Entries taken from a collection:
/---

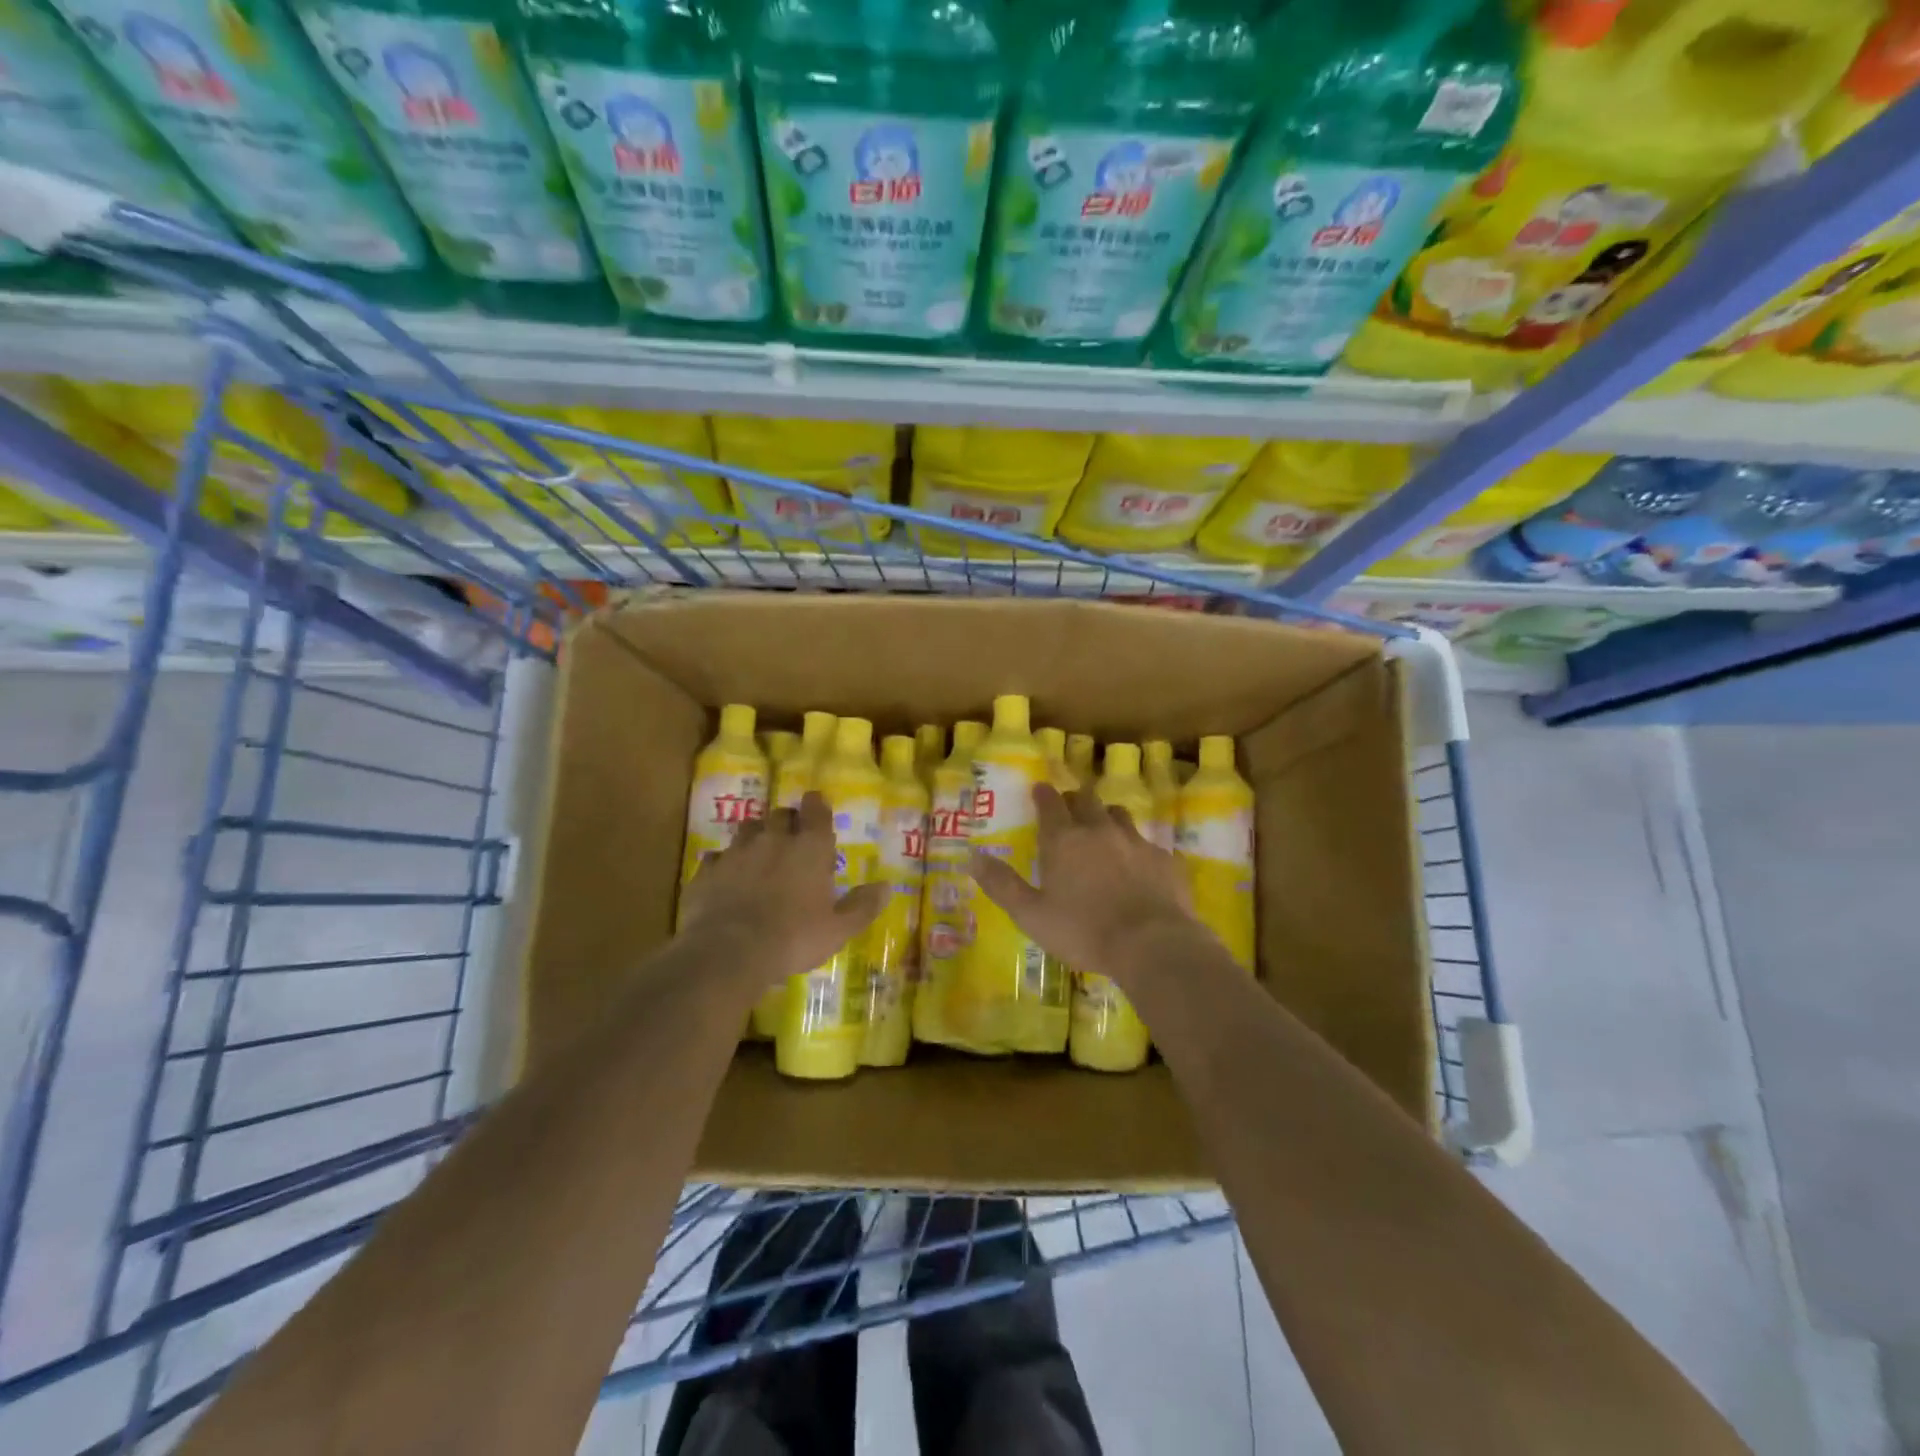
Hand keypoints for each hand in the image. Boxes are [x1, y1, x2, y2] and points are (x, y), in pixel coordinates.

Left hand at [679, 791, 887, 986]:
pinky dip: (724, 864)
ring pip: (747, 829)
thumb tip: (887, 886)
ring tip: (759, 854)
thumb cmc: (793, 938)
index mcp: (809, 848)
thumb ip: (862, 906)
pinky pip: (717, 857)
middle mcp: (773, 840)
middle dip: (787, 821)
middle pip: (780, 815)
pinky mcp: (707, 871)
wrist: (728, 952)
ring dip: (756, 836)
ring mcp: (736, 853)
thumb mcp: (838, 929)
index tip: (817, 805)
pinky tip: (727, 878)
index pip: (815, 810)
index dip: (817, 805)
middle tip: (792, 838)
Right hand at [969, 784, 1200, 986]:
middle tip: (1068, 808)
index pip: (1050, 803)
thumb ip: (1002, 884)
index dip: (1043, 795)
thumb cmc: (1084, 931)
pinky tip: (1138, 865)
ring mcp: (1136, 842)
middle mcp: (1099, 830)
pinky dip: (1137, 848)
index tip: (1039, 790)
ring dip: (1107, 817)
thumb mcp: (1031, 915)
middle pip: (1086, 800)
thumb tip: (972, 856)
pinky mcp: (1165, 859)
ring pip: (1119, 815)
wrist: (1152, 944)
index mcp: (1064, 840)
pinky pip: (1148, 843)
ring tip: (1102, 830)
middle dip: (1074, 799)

\---
/---

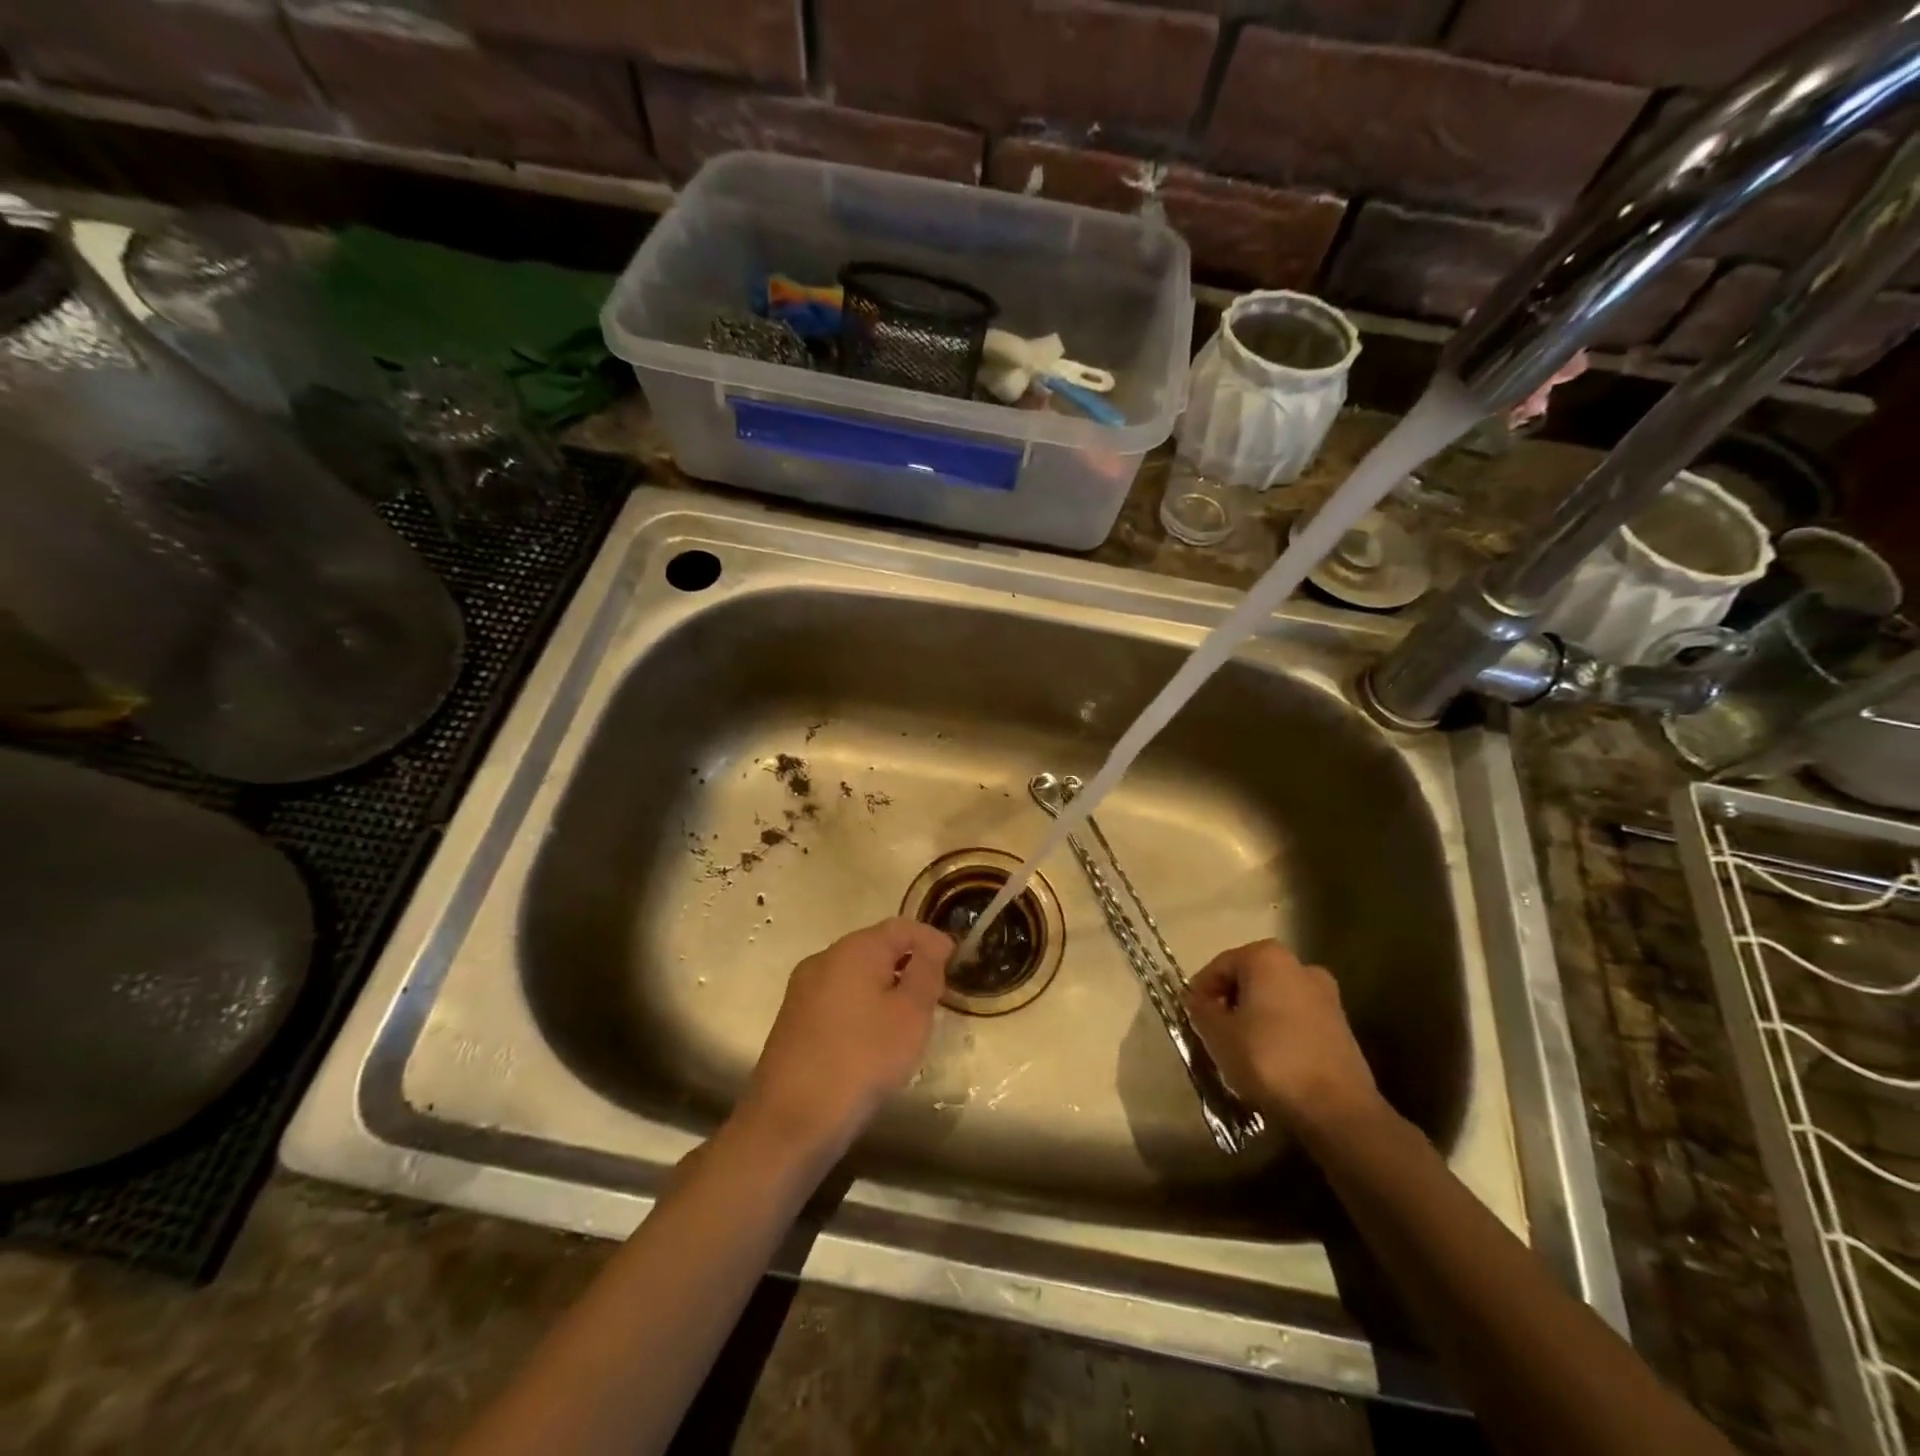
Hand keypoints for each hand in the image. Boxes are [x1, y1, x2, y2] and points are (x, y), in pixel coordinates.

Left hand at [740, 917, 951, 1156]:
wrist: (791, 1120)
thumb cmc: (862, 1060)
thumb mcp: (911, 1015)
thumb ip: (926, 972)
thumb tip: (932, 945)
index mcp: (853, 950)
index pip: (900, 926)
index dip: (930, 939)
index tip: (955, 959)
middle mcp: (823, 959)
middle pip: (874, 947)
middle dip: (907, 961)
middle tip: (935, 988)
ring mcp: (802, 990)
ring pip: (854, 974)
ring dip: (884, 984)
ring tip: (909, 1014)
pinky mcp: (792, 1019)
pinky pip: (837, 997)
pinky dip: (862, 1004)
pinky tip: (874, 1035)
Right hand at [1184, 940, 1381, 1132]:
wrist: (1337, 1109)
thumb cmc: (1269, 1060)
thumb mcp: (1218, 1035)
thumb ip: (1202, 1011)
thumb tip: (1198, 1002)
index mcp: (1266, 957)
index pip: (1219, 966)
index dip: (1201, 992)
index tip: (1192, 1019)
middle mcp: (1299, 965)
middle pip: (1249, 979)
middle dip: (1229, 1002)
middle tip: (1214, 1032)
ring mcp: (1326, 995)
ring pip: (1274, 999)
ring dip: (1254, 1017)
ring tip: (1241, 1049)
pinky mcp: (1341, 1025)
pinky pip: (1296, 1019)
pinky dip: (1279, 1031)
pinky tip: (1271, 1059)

\---
/---

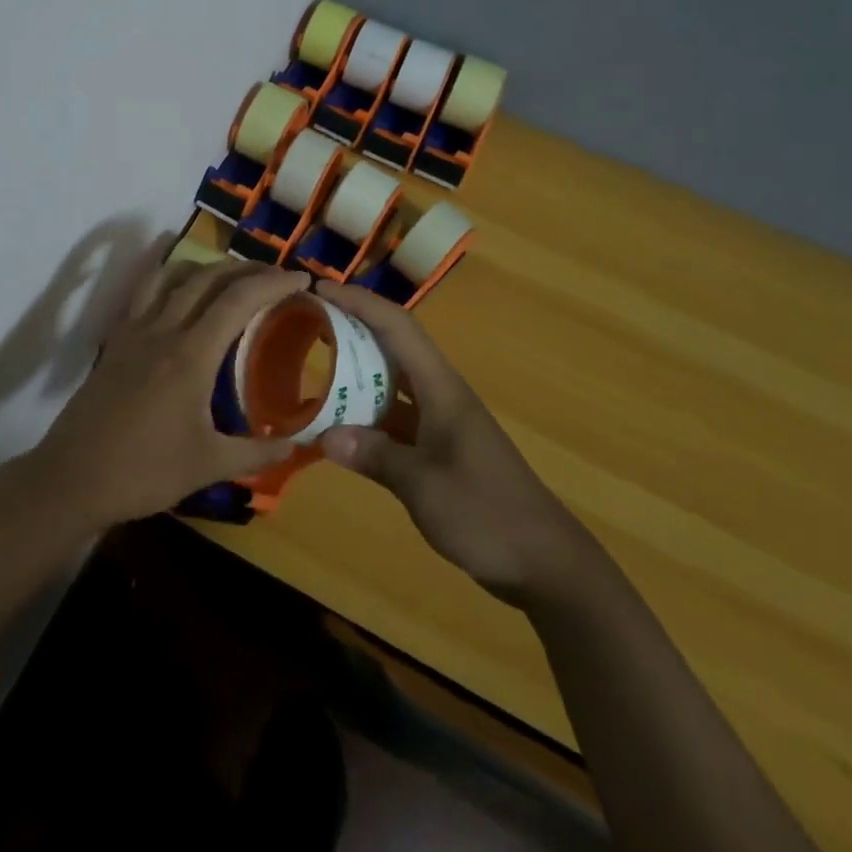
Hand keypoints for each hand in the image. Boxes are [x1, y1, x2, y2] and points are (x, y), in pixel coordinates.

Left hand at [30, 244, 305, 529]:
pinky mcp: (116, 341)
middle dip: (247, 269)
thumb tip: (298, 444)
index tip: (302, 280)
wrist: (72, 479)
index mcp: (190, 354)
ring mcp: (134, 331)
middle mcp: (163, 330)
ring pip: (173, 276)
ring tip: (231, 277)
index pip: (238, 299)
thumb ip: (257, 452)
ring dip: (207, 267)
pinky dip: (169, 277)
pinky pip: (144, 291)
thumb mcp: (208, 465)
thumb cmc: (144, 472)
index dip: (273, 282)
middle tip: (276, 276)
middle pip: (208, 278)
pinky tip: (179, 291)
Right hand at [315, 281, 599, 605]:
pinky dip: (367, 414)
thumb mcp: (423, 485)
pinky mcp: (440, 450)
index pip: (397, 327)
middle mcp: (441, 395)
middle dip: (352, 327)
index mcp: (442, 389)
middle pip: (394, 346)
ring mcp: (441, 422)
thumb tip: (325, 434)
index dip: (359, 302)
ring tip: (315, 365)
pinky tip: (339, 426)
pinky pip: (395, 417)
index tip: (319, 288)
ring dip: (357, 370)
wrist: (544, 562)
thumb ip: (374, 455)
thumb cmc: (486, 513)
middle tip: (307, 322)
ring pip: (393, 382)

\---

Task item
Copy every line above that includes the string "Left".

Expected output
Left hand at [679, 791, 887, 986]:
Left hand at [740, 917, 951, 1156]:
Left hand at [30, 244, 305, 529]:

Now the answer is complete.